Bisognava proseguire il lavoro impostato dal predecessore Eugenio Pacelli nel cammino di romanizzazione della chiesa locale, tramite un rinnovo dell’episcopato, una riforma degli studi ecclesiastici e l’inizio della centralizzazione dell’Azione cattolica, con un particolare riguardo anche ai rapporti tra cattolici e protestanti. Tuttavia le fila del lavoro diplomatico dovevano restare nelle mani dell’ex nunzio Pacelli, forte dei suoi 12 anni d’esperienza diretta nel paese e della posizione di nuovo segretario di Stato di Pio XI.
Spesso Orsenigo non si dimostrò all’altezza del compito affidatogli e ancor più dopo l’avvento al potere di Hitler, quando il nuovo contesto politico lo obbligò a un impegno forte e determinato. Alla scarsa efficacia della sua azione diplomatica contribuirono in primo luogo la sua debolezza di carattere e una prudenza spesso spinta fino all’inazione. Prima del 1933, la sua presenza stentò a imporsi sulla scena, a livello sia religioso sia politico-diplomatico. Se dal primo punto di vista l’episcopato tedesco si sentiva ancora molto legato a Pacelli anche all’indomani del suo ritorno a Roma, da quello dei rapporti con le autorità civili lo stesso Pacelli dovette più volte richiamare Orsenigo per la poca fermezza dimostrata nel difendere i diritti della S. Sede, specialmente nelle questioni d’ambito concordatario. Con l’ascesa di Hitler al potere tale il nodo in questione s’ingigantì e Orsenigo fu preoccupato soprattutto di non urtare i nazisti e di provocare un conflitto tra la Chiesa e il Reich. In tal senso, cercò di attenuare i contrasti tra le parti, invitando per esempio la S. Sede – all’indomani del boicottaggio ai negozi ebrei dell’aprile 1933 – a non immischiarsi nella politica interna del Reich, anche per non suscitare rappresaglie contro i cattolici.

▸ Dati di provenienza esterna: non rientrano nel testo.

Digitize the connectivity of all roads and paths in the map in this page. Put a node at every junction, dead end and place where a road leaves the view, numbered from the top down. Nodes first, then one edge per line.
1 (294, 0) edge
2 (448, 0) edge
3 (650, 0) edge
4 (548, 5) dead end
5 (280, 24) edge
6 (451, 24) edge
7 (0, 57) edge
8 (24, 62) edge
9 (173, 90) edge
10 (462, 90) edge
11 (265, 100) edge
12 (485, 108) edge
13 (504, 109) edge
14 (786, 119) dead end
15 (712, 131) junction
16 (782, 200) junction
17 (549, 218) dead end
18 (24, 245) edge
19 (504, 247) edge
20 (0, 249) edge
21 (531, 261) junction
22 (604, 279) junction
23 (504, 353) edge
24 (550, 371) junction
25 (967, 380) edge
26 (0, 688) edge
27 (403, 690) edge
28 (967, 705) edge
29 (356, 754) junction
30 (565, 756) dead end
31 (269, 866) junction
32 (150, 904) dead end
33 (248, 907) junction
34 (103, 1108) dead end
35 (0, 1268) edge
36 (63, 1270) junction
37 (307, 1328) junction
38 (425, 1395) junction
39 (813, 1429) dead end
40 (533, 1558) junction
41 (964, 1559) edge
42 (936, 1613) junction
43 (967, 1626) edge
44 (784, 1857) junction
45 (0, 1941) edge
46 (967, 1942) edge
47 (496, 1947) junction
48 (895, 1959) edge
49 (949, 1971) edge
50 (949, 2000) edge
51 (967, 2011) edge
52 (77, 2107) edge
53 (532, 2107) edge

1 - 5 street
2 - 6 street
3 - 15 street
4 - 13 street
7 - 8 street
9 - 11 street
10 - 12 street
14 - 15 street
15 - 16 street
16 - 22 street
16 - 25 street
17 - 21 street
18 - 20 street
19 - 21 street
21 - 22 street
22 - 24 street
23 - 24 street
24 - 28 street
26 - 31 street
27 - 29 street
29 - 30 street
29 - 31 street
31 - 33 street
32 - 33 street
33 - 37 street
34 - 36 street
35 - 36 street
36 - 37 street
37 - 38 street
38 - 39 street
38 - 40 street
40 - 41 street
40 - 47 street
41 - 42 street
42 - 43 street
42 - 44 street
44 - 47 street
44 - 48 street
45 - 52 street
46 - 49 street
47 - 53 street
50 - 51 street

Gli archivi confermano che Orsenigo contribuì all’opera di conciliazione tra il Vaticano e la Germania di Hitler. Già prima del 1933, peraltro, si era mostrato favorevole a un compromesso di governo tra il Centro cattolico e i nazionalsocialisti, promosso al fine di impedire un’alleanza anticattolica e di sbarrare la strada al comunismo. Anche in virtù di questo fattore, non nascose la propria contrarietà alla condanna del nazionalsocialismo pronunciata dai vescovi tedeschi fin dal 1930. Dopo il 1933, quando si trattò invece di negoziare lo statuto della Chiesa cattolica nel terzo Reich, e alla fin fine di salvarla dalla nazificazione a cui erano destinati quasi tutti i settori della società, non volle né favorire né opporsi apertamente al nuovo regime, ma piuttosto tentò di trovare con esso un possibile terreno d’intesa. I rapporti di Orsenigo aiutano a capire le ragioni di tale posizione, oscillante tra argomentazioni di tipo ‘difensivo’ (impedire una lotta radicale contro i cattolici) e ‘offensivo’ (guadagnare peso nella configurazione del nuovo regime). In quest’ottica, dopo la rimozione della condanna episcopale contro il partito nazista, cercò di dissuadere i vescovi tedeschi dall’intraprendere azioni clamorose contro il regime, suscitando tra loro non poche proteste. Allo stesso modo, si rassegnò rapidamente a subire gli attacchi portati dal governo di Hitler al cattolicesimo organizzato. Per Orsenigo bisognava fare di necessità virtù, sacrificare quello che non si poteva mantenere per salvare quello che poteva essere mantenuto, cioè i diritti dei cattolici e, almeno all’inizio, le loro associazioni.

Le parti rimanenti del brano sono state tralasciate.